The Author

Adi Da Samraj, 20008
Adi Da Samraj, 20008
Adi Da Samraj (1939-2008) was a writer, artist, and philosopher, and the founder of the new spiritual tradition of Adidam. Born in Queens, New York, he graduated from Columbia University with a degree in philosophy, and received his Master of Arts in English literature from Stanford University, where he participated in Wallace Stegner’s creative writing program. His master’s thesis, a study of core issues in modernism, focused on the literary experiments of Gertrude Stein and on the modernist painters of the same period. During his lifetime, more than 70 of his books were published—a large body of literary, philosophical, and practical writings of unique significance.
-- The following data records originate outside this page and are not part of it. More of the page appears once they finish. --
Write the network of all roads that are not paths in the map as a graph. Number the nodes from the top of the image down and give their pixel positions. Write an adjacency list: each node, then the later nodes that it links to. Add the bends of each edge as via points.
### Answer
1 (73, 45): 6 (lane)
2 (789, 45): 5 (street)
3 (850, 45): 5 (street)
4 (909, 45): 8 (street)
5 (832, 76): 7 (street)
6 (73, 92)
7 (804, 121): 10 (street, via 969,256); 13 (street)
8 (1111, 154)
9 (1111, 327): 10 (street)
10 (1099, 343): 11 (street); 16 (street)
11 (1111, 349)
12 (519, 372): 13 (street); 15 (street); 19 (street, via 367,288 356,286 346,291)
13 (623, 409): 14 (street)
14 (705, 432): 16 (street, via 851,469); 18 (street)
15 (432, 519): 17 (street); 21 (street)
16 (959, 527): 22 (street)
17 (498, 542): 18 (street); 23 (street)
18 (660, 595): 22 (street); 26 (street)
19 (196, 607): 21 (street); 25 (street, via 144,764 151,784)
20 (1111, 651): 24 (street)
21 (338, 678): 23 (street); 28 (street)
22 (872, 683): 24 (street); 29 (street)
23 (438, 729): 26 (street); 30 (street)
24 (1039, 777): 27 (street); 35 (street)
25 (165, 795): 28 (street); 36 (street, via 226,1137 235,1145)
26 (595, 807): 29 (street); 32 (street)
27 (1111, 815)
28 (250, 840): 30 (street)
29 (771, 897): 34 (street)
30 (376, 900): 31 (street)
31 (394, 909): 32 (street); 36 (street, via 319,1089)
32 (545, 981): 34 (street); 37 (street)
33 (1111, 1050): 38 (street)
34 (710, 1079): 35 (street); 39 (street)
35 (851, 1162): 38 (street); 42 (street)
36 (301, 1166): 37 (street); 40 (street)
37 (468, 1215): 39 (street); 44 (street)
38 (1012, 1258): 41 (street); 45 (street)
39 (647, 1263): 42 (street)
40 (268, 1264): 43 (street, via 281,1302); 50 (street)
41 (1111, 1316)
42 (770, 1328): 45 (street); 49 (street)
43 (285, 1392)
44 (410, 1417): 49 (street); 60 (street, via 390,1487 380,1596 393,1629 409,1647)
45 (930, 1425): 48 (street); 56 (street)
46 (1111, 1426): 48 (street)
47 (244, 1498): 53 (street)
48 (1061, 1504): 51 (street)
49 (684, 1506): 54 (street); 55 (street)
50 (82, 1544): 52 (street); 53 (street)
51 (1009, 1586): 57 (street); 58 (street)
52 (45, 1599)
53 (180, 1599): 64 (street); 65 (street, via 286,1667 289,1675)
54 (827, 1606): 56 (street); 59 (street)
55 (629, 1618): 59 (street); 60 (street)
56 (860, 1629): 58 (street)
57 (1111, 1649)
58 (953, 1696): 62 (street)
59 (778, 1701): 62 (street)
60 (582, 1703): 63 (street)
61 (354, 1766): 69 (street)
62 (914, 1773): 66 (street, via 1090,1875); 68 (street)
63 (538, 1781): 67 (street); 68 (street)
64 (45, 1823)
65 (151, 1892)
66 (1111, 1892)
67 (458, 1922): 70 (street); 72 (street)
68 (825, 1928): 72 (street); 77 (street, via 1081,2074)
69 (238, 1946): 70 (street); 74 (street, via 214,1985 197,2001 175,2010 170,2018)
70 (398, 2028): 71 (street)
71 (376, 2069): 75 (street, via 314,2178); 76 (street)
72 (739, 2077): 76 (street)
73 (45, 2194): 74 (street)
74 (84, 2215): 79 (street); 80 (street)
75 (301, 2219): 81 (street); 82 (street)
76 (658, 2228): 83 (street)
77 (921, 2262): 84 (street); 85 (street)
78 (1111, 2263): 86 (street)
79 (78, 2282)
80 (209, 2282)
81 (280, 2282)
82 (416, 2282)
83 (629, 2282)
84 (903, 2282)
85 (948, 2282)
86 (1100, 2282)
They have been praised by such luminaries as Alan Watts, Elisabeth Kübler-Ross, the artist Alex Grey, and the poet Robert Lax, who said of Adi Da Samraj’s novel The Mummery Book (the first volume of the Orpheum trilogy): “Living and working as a writer for many decades, I have not encountered a book like this, that mysteriously and unselfconsciously conveys so much of the unspeakable reality.” Adi Da is also an internationally recognized visual artist, whose work was exhibited at the 2007 Venice Biennale, as well as in galleries and art shows in New York, Los Angeles, Miami, London, Amsterdam and at the Bargello National Museum in Florence, Italy.

 

If Dylan Thomas and Buddha shared a soul, The Mummery Book is what I would expect from such a joining. The Mummery Book is a vortex which, if you will permit it, will enliven, awaken, and rejuvenate the soul not only of this mortal life, but the soul of every existence possible. The Mummery Book is lucid, wild, an unraveling portrait of ego-life and a radiant vision of transcendence, which pass each other on the heart’s walk across the pages of this luminous book.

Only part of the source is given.